(Entries supplied Opens)

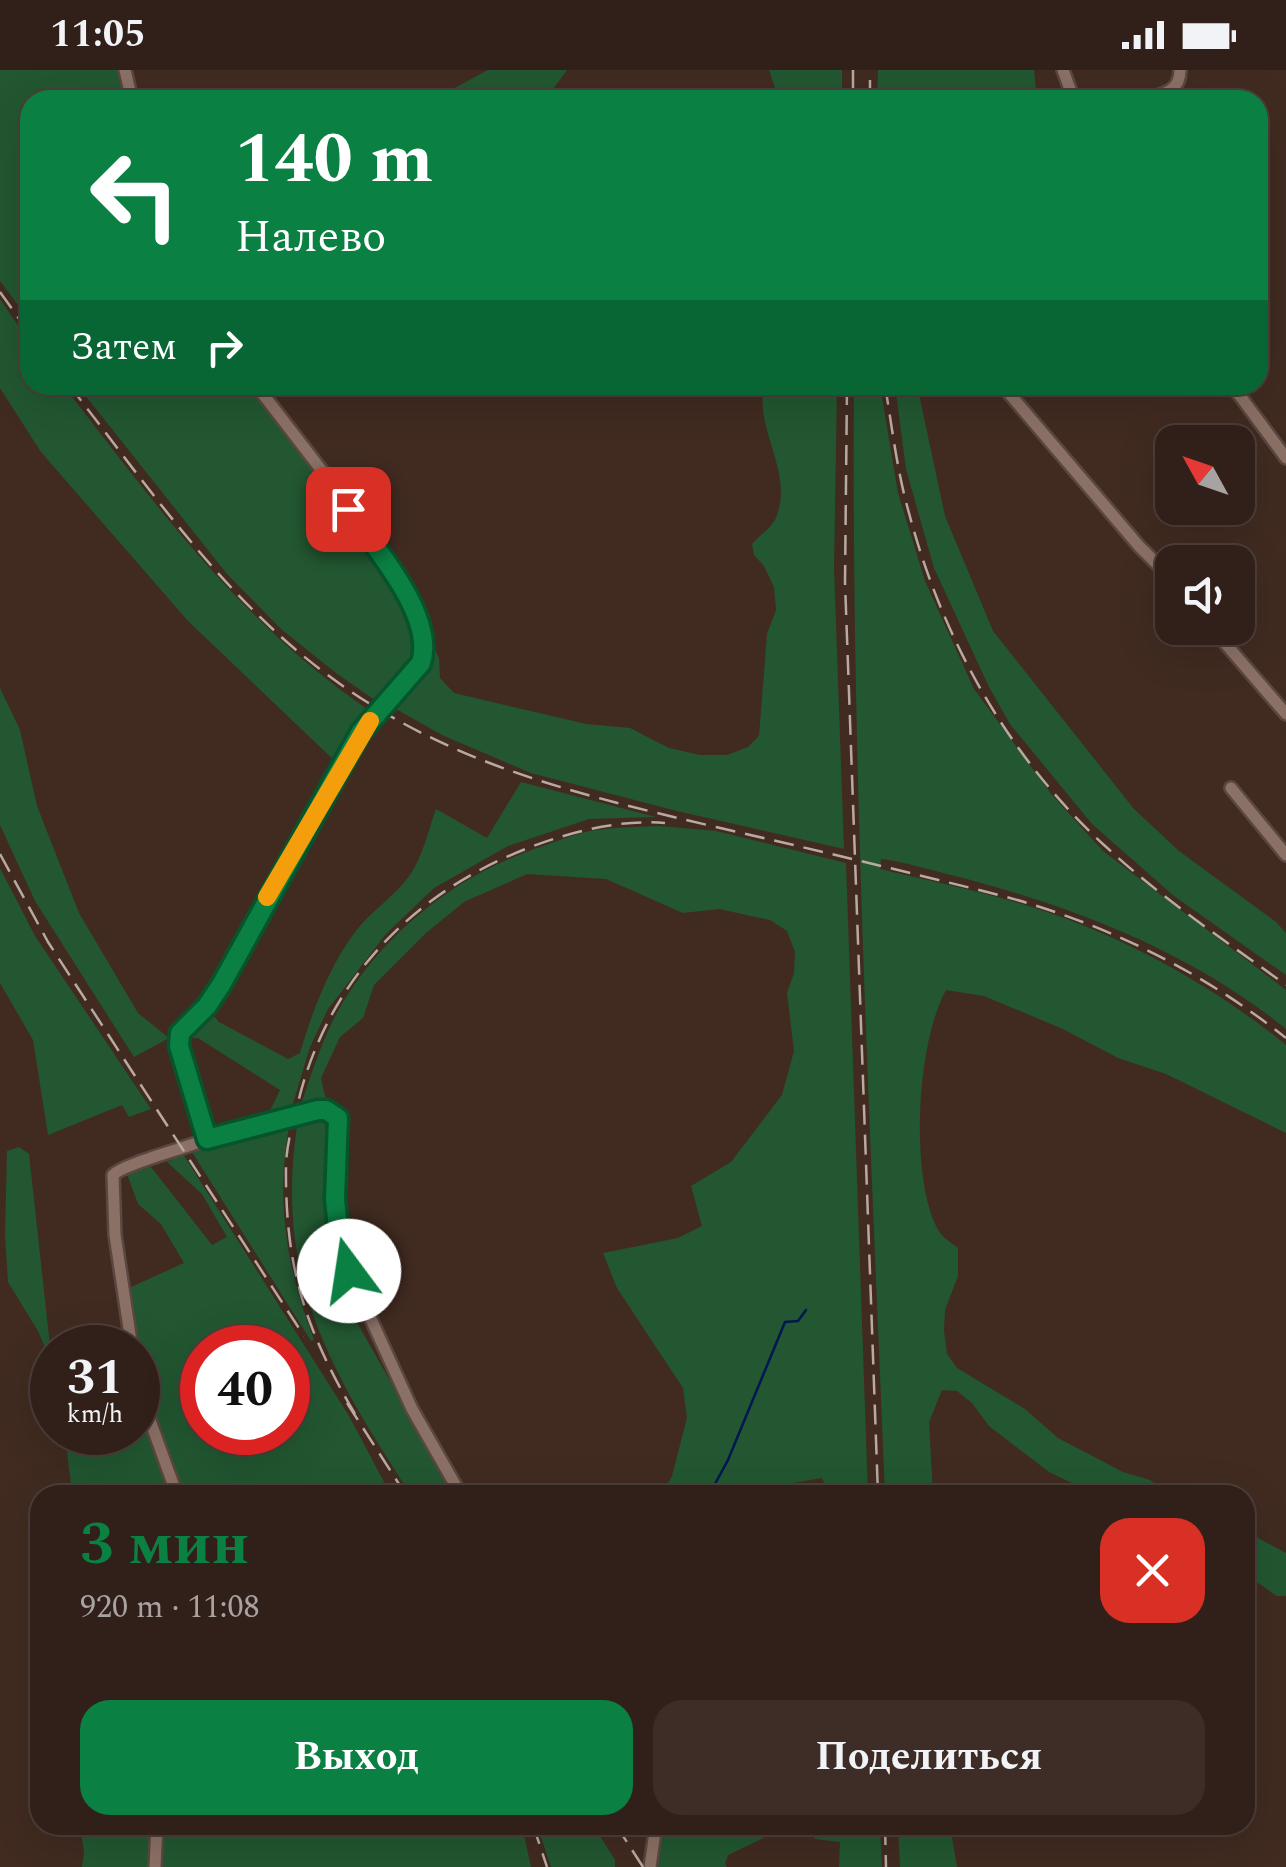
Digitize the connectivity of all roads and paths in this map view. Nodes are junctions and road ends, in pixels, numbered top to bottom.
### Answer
1 (264, 395) edge
2 (1010, 395) edge
3 (1239, 395) edge
4 (1286, 458) edge
5 (1155, 561) edge
6 (1227, 645) edge
7 (1286, 714) edge
8 (1231, 788) dead end
9 (1286, 855) edge
10 (207, 1139) junction
11 (129, 1325) edge
12 (160, 1450) edge
13 (172, 1485) edge
14 (456, 1485) edge
15 (157, 1835) edge
16 (655, 1835) edge
17 (155, 1867) edge
18 (650, 1867) edge

1 - 10 street
2 - 5 street
3 - 4 street
6 - 7 street
8 - 9 street
10 - 11 street
10 - 14 street
12 - 13 street
15 - 17 street
16 - 18 street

(Entries supplied Closes)

What you need to do –
Exclude the pictures and repeat the entries word for word.

Written answer –
Digitize the connectivity of all roads and paths in this map view. Nodes are junctions and road ends, in pixels, numbered top to bottom.
### Answer
1 (264, 395) edge
2 (1010, 395) edge
3 (1239, 395) edge
4 (1286, 458) edge
5 (1155, 561) edge
6 (1227, 645) edge
7 (1286, 714) edge
8 (1231, 788) dead end
9 (1286, 855) edge
10 (207, 1139) junction
11 (129, 1325) edge
12 (160, 1450) edge
13 (172, 1485) edge
14 (456, 1485) edge
15 (157, 1835) edge
16 (655, 1835) edge
17 (155, 1867) edge
18 (650, 1867) edge

1 - 10 street
2 - 5 street
3 - 4 street
6 - 7 street
8 - 9 street
10 - 11 street
10 - 14 street
12 - 13 street
15 - 17 street
16 - 18 street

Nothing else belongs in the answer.